I don’t think he did, canonically. I imagine that was a memory he wasn’t keen to linger on, especially not to such an extent as to record it, to hover over the details in his mind and commit it to physical imagery. But I could see where he might - maybe catharsis, so that night can exist somewhere outside of his head. Maybe twisting, spiteful justice, so the world won’t be allowed to forget what it did to his god. Maybe just desperation, to record every shard of Xie Lian that he has in an effort not to lose a single piece while he searches.
It wouldn’t be graphic; I think it would be something more stylized, more symbolic. Xie Lian is tied to his own altar. He has replaced the divine statue that should be there instead, the god made present the way he was for Hua Cheng once, the way he was for all of his people once. He is surrounded by blades, but they aren’t piercing him yet. Hua Cheng can’t do that to him even in paint. Bai Wuxiang is not featured, because Hua Cheng would not force any version of Xie Lian into that monster’s presence, but there is a ghost fire hovering near. There is a small, crushed flower on the ground at the foot of the altar, like it was dropped from the Flower Crowned Prince’s hand moments before. The entire tableau holds its breath in the anticipation of something horrific.
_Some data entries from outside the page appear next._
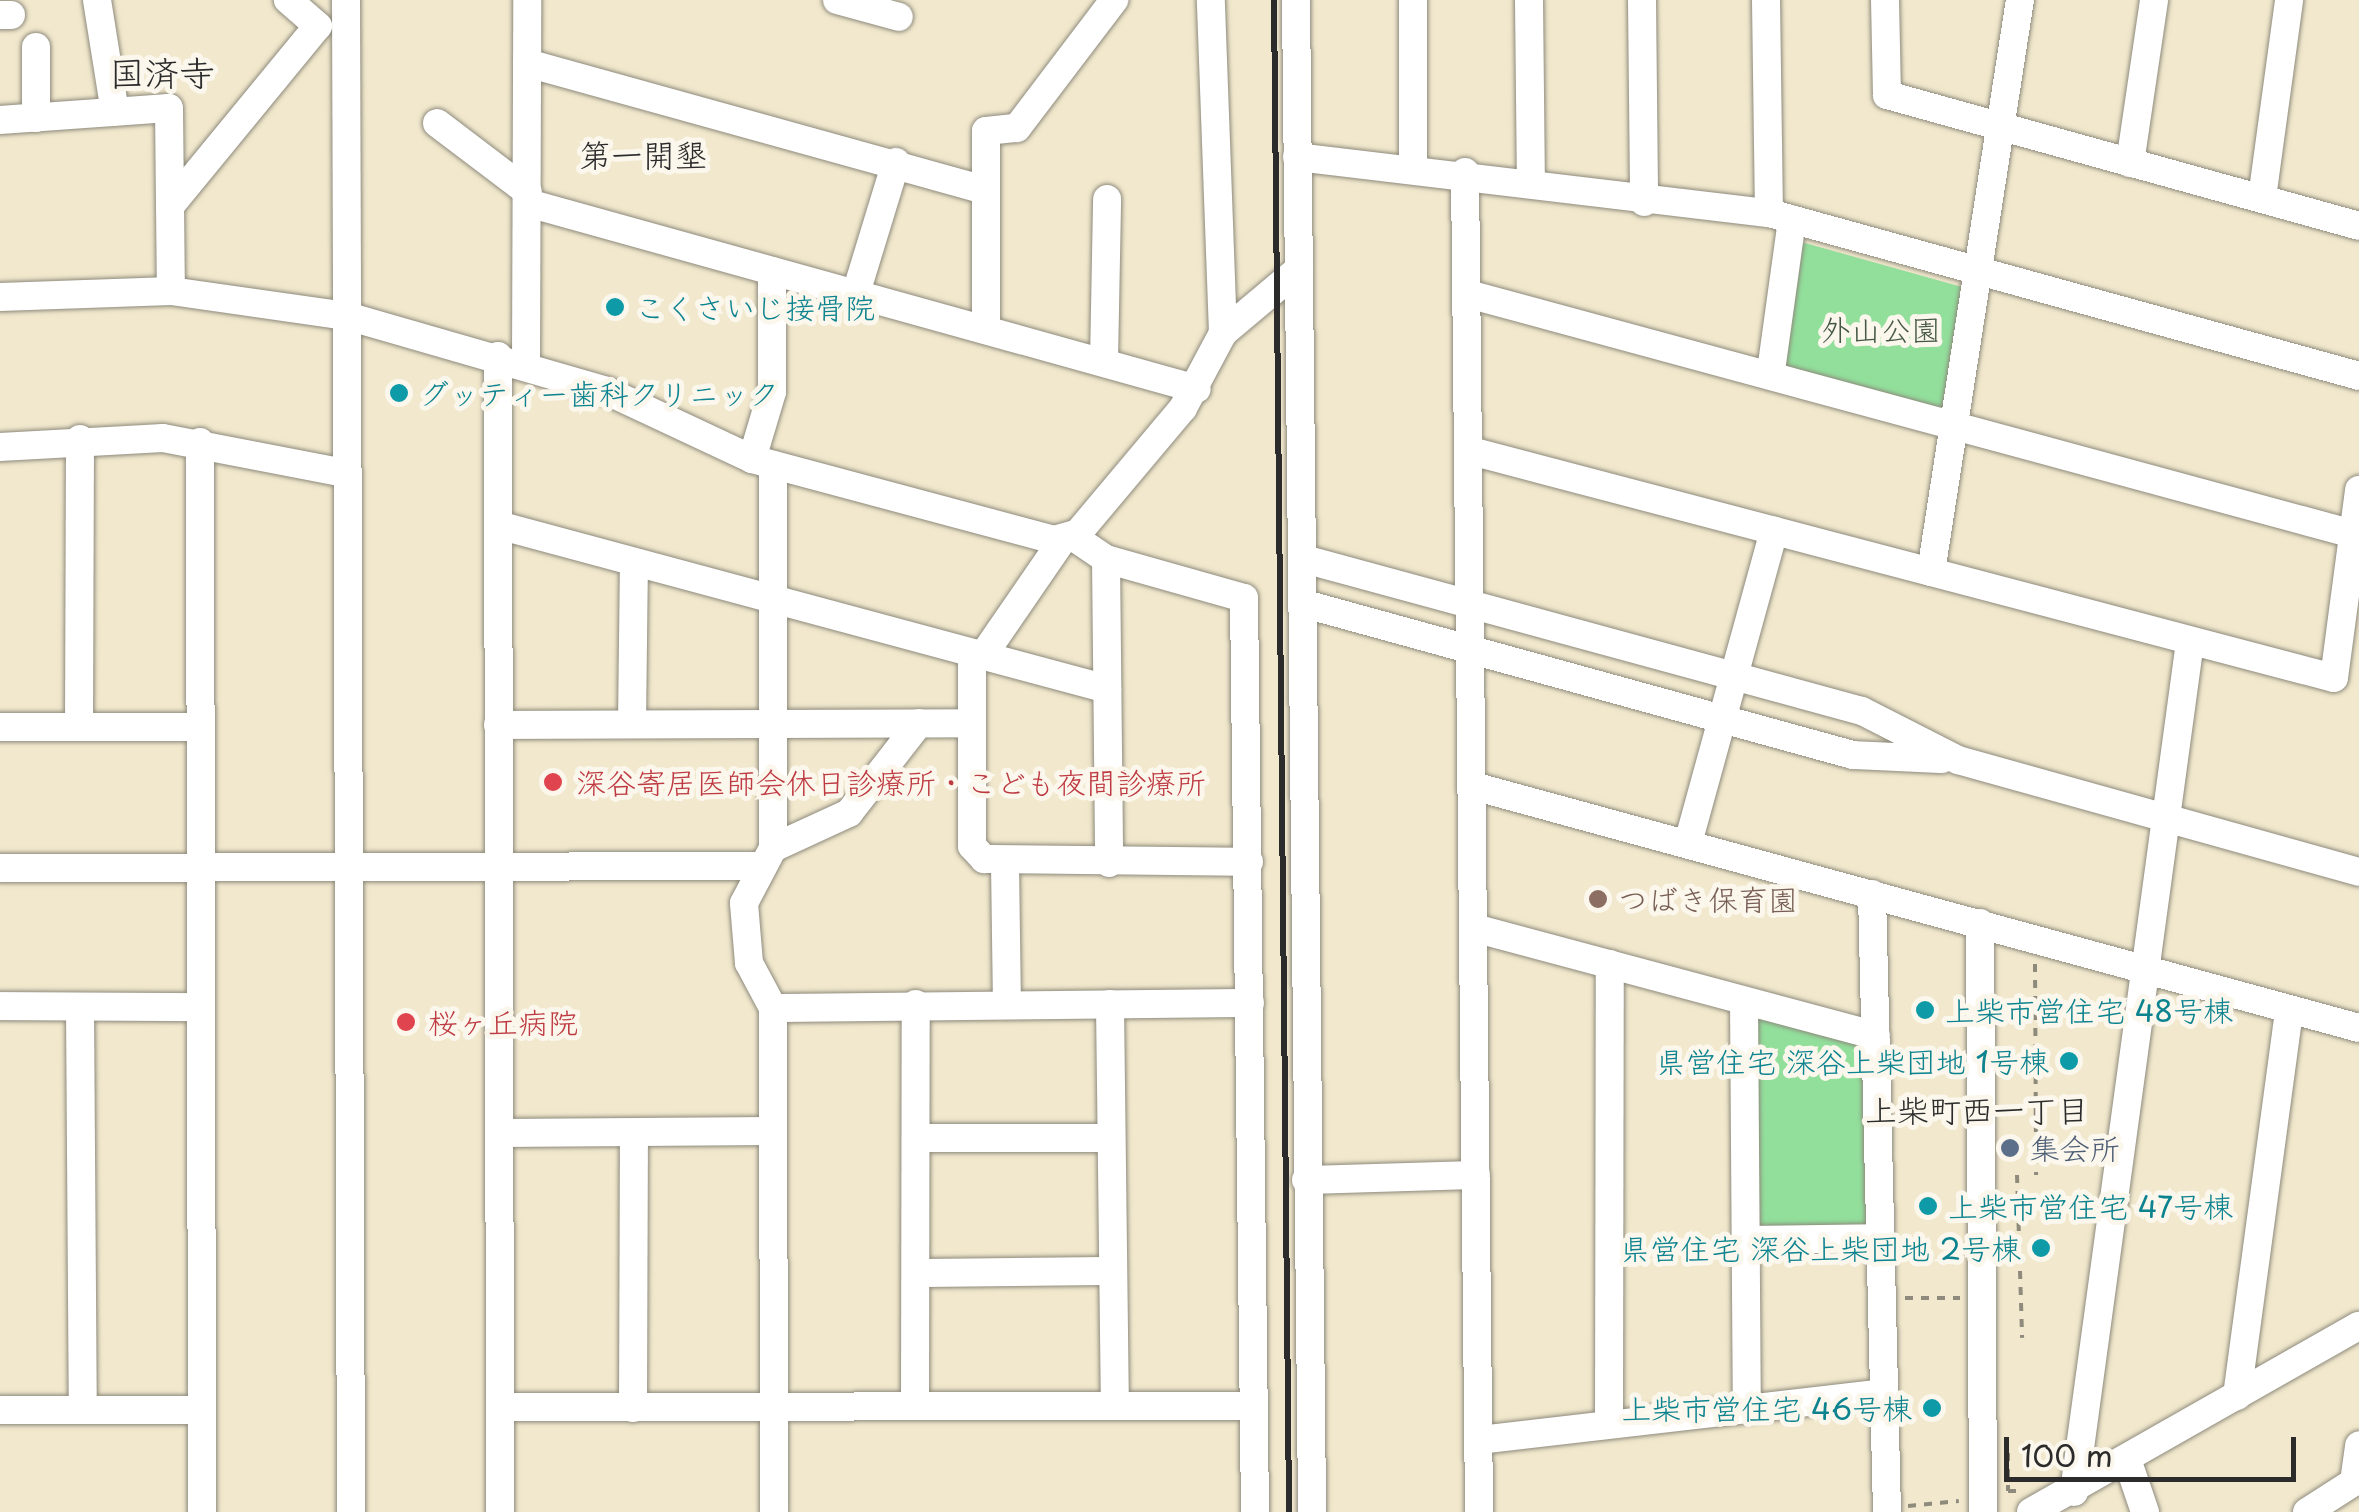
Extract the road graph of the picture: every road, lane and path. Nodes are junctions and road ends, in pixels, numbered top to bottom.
1 (98, 0) edge
2 (288, 0) edge
3 (346, 0) edge
4 (527, 0) edge
5 (837, 0) edge
6 (1114, 0) edge
7 (1211, 0) edge
8 (1296, 0) edge
9 (1413, 0) edge
10 (1529, 0) edge
11 (1642, 0) edge
12 (1766, 0) edge
13 (1885, 0) edge
14 (2020, 0) edge
15 (2154, 0) edge
16 (2289, 0) edge
17 (899, 17) dead end
18 (36, 47) dead end
19 (527, 63) junction
20 (115, 112) junction
21 (36, 118) junction
22 (0, 120) edge
23 (437, 123) dead end
24 (2000, 127) junction
25 (1297, 158) junction
26 (896, 162) junction
27 (2130, 163) junction
28 (1414, 168) junction
29 (1465, 172) junction
30 (1531, 184) junction
31 (985, 190) junction
32 (528, 197) junction
33 (2262, 198) junction
34 (1107, 199) dead end
35 (1644, 202) junction
36 (170, 206) junction
37 (1780, 216) junction
38 (2359, 226) edge
39 (1299, 269) junction
40 (1980, 269) junction
41 (772, 271) junction
42 (171, 290) junction
43 (856, 293) junction
44 (1468, 294) junction
45 (0, 297) edge
46 (347, 316) junction
47 (986, 329) junction
48 (1222, 334) junction
49 (498, 356) junction
50 (1104, 361) junction
51 (526, 365) junction
52 (1772, 371) junction
53 (2359, 376) edge
54 (1196, 389) junction
55 (1954, 423) junction
56 (80, 438) junction
57 (200, 442) junction
58 (0, 448) edge
59 (1471, 451) junction
60 (762, 462) junction
61 (345, 473) junction
62 (2359, 490) edge
63 (498, 524) junction
64 (1774, 531) junction
65 (2352, 534) junction
66 (1068, 537) junction
67 (1106, 559) junction
68 (1304, 559) junction
69 (634, 563) junction
70 (1931, 572) junction
71 (772, 598) junction
72 (1305, 604) junction
73 (1472, 604) junction
74 (2190, 642) junction
75 (1474, 651) junction
76 (977, 656) junction
77 (1735, 676) junction
78 (1108, 690) junction
79 (1724, 720) junction
80 (632, 723) junction
81 (773, 723) junction
82 (919, 723) junction
83 (971, 723) junction
84 (498, 726) junction
85 (0, 727) edge
86 (80, 727) junction
87 (200, 727) junction
88 (1958, 760) junction
89 (1473, 786) junction
90 (2166, 819) junction
91 (1688, 843) junction
92 (766, 857) junction
93 (1249, 862) junction
94 (1108, 863) junction
95 (1006, 864) junction
96 (498, 866) junction
97 (347, 867) junction
98 (0, 868) edge
99 (200, 868) junction
100 (2359, 872) edge
101 (1872, 894) junction
102 (1980, 923) junction
103 (1474, 928) junction
104 (2035, 939) junction
105 (1610, 964) junction
106 (2142, 970) junction
107 (1744, 1001) junction
108 (1250, 1003) junction
109 (916, 1004) junction
110 (1110, 1004) junction
111 (1007, 1005) junction
112 (0, 1006) edge
113 (200, 1007) junction
114 (80, 1008) junction
115 (773, 1008) junction
116 (2289, 1009) junction
117 (2359, 1028) edge
118 (1876, 1036) junction
119 (1900, 1082) dead end
120 (1981, 1101) junction
121 (773, 1132) junction
122 (499, 1133) junction
123 (634, 1133) junction
124 (916, 1138) junction
125 (1111, 1138) junction
126 (1476, 1175) junction
127 (2017, 1175) dead end
128 (2036, 1175) dead end
129 (1306, 1180) junction
130 (1880, 1238) junction
131 (1746, 1240) junction
132 (1114, 1272) junction
133 (916, 1273) junction
134 (1904, 1279) dead end
135 (1905, 1298) junction
136 (1982, 1298) junction
137 (1905, 1316) dead end
138 (2359, 1326) edge
139 (2022, 1338) dead end
140 (1884, 1393) junction
141 (2237, 1396) junction
142 (916, 1406) junction
143 (1115, 1406) junction
144 (1254, 1406) junction
145 (773, 1407) junction
146 (1747, 1407) junction
147 (501, 1408) junction
148 (633, 1408) junction
149 (0, 1410) edge
150 (83, 1410) junction
151 (202, 1410) junction
152 (1609, 1424) junction
153 (1479, 1440) junction
154 (2008, 1446) dead end
155 (2359, 1446) edge
156 (2128, 1462) junction
157 (1908, 1486) dead end
158 (2074, 1492) junction
159 (2033, 1502) edge
160 (1984, 1506) edge
161 (202, 1512) edge
162 (351, 1512) edge
163 (500, 1512) edge
164 (774, 1512) edge
165 (1255, 1512) edge
166 (1312, 1512) edge
167 (1479, 1512) edge
168 (1887, 1512) edge
169 (2145, 1512) edge
170 (2307, 1512) edge

1 - 20 street
2 - 36 street
3 - 46 street
4 - 19 street
5 - 17 street
6 - 31 street
7 - 48 street
8 - 25 street
9 - 28 street
10 - 30 street
11 - 35 street
12 - 37 street
13 - 24 street
14 - 24 street
15 - 27 street
16 - 33 street
18 - 21 street
19 - 26 street
19 - 32 street
20 - 21 street
20 - 36 street
21 - 22 street
23 - 32 street
24 - 27 street
24 - 40 street
25 - 28 street
25 - 39 street
26 - 31 street
26 - 43 street
27 - 33 street
28 - 29 street
29 - 30 street
29 - 44 street
30 - 35 street
31 - 47 street
32 - 41 street
32 - 51 street
33 - 38 street
34 - 50 street
35 - 37 street
36 - 42 street
37 - 40 street
37 - 52 street
39 - 48 street
39 - 68 street
40 - 53 street
40 - 55 street
41 - 43 street
41 - 60 street
42 - 45 street
42 - 46 street
43 - 47 street
44 - 52 street
44 - 59 street
46 - 49 street
46 - 61 street
47 - 50 street
48 - 54 street
49 - 51 street
49 - 63 street
50 - 54 street
51 - 60 street
52 - 55 street
54 - 66 street
55 - 65 street
55 - 70 street
56 - 57 street
56 - 58 street
56 - 86 street
57 - 61 street
57 - 87 street
59 - 64 street
59 - 73 street
60 - 66 street
60 - 71 street
61 - 97 street
62 - 65 street
63 - 69 street
63 - 84 street
64 - 70 street
64 - 77 street
65 - 74 street
66 - 67 street
66 - 76 street
67 - 78 street
67 - 93 street
68 - 72 street
68 - 73 street
69 - 71 street
69 - 80 street
70 - 74 street
71 - 76 street
71 - 81 street
72 - 75 street
72 - 129 street
73 - 75 street
73 - 77 street
74 - 90 street
75 - 79 street
75 - 89 street
76 - 78 street
76 - 83 street
77 - 79 street
77 - 88 street
78 - 94 street
79 - 88 street
79 - 91 street
80 - 81 street
80 - 84 street
81 - 82 street
81 - 92 street
82 - 83 street
82 - 92 street
83 - 95 street
84 - 96 street
85 - 86 street
86 - 87 street
87 - 99 street
88 - 90 street
89 - 91 street
89 - 103 street
90 - 100 street
90 - 106 street
91 - 101 street
92 - 96 street
92 - 115 street
93 - 94 street
93 - 108 street
94 - 95 street
95 - 111 street
96 - 97 street
96 - 122 street
97 - 99 street
97 - 162 street
98 - 99 street
99 - 113 street
101 - 102 street
101 - 118 street
102 - 104 street
102 - 120 street
103 - 105 street
103 - 126 street
104 - 106 street
104 - 128 path
105 - 107 street
105 - 152 street
106 - 116 street
106 - 158 street
107 - 118 street
107 - 131 street
108 - 110 street
108 - 144 street
109 - 111 street
109 - 115 street
109 - 124 street
110 - 111 street
110 - 125 street
112 - 114 street
113 - 114 street
113 - 151 street
114 - 150 street
115 - 121 street
116 - 117 street
116 - 141 street
118 - 130 street
119 - 120 path
120 - 136 street
121 - 123 street
121 - 145 street
122 - 123 street
122 - 147 street
123 - 148 street
124 - 125 street
124 - 133 street
125 - 132 street
126 - 129 street
126 - 153 street
127 - 139 path
129 - 166 street
130 - 131 street
130 - 140 street
131 - 146 street
132 - 133 street
132 - 143 street
133 - 142 street
134 - 135 path
135 - 136 path
135 - 137 path
136 - 160 street
138 - 141 street
140 - 146 street
140 - 168 street
141 - 156 street
142 - 143 street
142 - 145 street
143 - 144 street
144 - 165 street
145 - 148 street
145 - 164 street
146 - 152 street
147 - 148 street
147 - 163 street
149 - 150 street
150 - 151 street
151 - 161 street
152 - 153 street
153 - 167 street
154 - 159 path
155 - 170 street
156 - 158 street
156 - 169 street
157 - 160 path
158 - 159 street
It’s painted in a shadowed corner, with a cloth hung in front of it. Not out of shame, or even because of Hua Cheng’s own trauma - out of respect for the prince’s privacy, unwillingness to make a moment of such incredible, painful vulnerability a spectacle to anyone else without the prince’s say-so.
That doesn’t stop Mu Qing from finding it.
Mu Qing, who was already horrified, Mu Qing, who was looking for Xie Lian to drag him out of the caves immediately because he’d seen a statue that suggested things he would rather not think about in regards to his former prince… Mu Qing brushes the curtain aside in that tucked-away corner and stops.
A hundred blades are pointed at His Highness. A hundred faces leer and sob and stare. And Xie Lian sits at the center of it all, head lowered, waiting for the slaughter.
Is it so unreasonable that Mu Qing takes it for a threat? Is it so unreasonable of Mu Qing to drag Feng Xin to what he’s found, for the both of them to slip an arm around each of the prince’s own and pull him away from wherever that altar is somewhere in the complicated network of twisted, obscene worship? That thing painted on the wall - it can’t have ever happened. They would know. Mu Qing and Feng Xin, who spent every day of their early lives with the prince, beside the prince, trailing along behind the prince… they would know. They would have been there; they would have prevented it. This is the fantasy of a ghost king who laid ruin to thirty-three heavenly officials and found his thirst still unslaked.
(Mu Qing does not consider the eight hundred years of Xie Lian’s life he knows nothing about. Feng Xin does not consider the eight hundred years of Xie Lian’s life he knows nothing about. It’s a habit they’ve grown skilled at, over eight hundred years.)
They don’t explain to Xie Lian, so Xie Lian has no opportunity to explain to them what they saw. And Mu Qing isn’t wrong, when he concludes that Xie Lian has been stalked and watched and hunted since he was seventeen. He isn’t wrong. He just doesn’t know, yet, what direction the threat is coming from. There’s no time for anyone to tell him, or Feng Xin, who tied the restraints and provided the sword.
They’ll find out. Masks are made to be removed.